同書ではほかに、環境に貢献するビジネスとして「鉄道ビジネス」を取り上げている。

「ここ数年、世界では移動手段を自動車から鉄道に切り替える動きが高まっています。インドネシアの高速鉄道の受注競争では、日本が中国に競り負けましたが、これからもインドやアメリカに長距離鉄道が敷設される計画が出ている。そこに関わっている企業には、大きなビジネスチャンスがあります」(田宮氏)

曙ブレーキ工業(東証1部)は、新幹線のブレーキにおいて高いシェアを占める。同社の技術は旧国鉄時代からJRと共に磨いてきたものだ。

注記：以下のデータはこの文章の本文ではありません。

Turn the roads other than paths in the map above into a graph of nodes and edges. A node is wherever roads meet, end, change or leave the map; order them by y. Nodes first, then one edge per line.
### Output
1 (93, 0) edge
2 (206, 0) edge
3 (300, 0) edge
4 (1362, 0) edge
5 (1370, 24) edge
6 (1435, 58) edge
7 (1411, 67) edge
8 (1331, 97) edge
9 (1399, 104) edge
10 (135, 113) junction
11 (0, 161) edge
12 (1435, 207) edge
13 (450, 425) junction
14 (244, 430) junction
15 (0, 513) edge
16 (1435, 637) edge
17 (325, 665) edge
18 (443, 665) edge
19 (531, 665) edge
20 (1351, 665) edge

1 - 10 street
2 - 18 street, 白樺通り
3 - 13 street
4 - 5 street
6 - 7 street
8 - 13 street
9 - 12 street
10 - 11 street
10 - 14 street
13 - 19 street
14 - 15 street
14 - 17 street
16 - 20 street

また、2045年に東京〜大阪間でリニアモーターカーが開通した時には、曙ブレーキ工業の製品が使用されている可能性が高く、次世代の産業に布石を打つ形になる。

日本が誇る高い技術のなかには、きわめてニッチなものもある。次は、業界は狭いながらも圧倒的なシェアを誇る日本企業を見てみよう。

東京・昭島市にある日本電子(東証1部)は電子顕微鏡メーカー。量産型電子顕微鏡を日本で初めて開発したといわれる。半導体や医療など最先端の研究では日本電子の顕微鏡が不可欠。近年は科学技術が発展してきた新興国からも受注がかかり、輸出比率が増えてきている。世界のシェアは7割で、「日本電子の電子顕微鏡がなければ、世界中の研究開発は滞ってしまうことになる」と言われるほど重宝されているメーカーだ。

北海道に拠点を置く東和電機製作所(非上場)は、漁船で使われる全自動イカ釣り機を製造。最大64台のイカ釣り機をコンピュータ制御し、1人での漁を可能にする革命的な製品を販売している。その世界シェアは7割。実は「イカ釣り機業界」は昭和40年代には世界で40の会社が競合していたという。それがいま製造しているのは3社。熾烈な争いを勝ち抜いた「お墨付き」の王者なのである。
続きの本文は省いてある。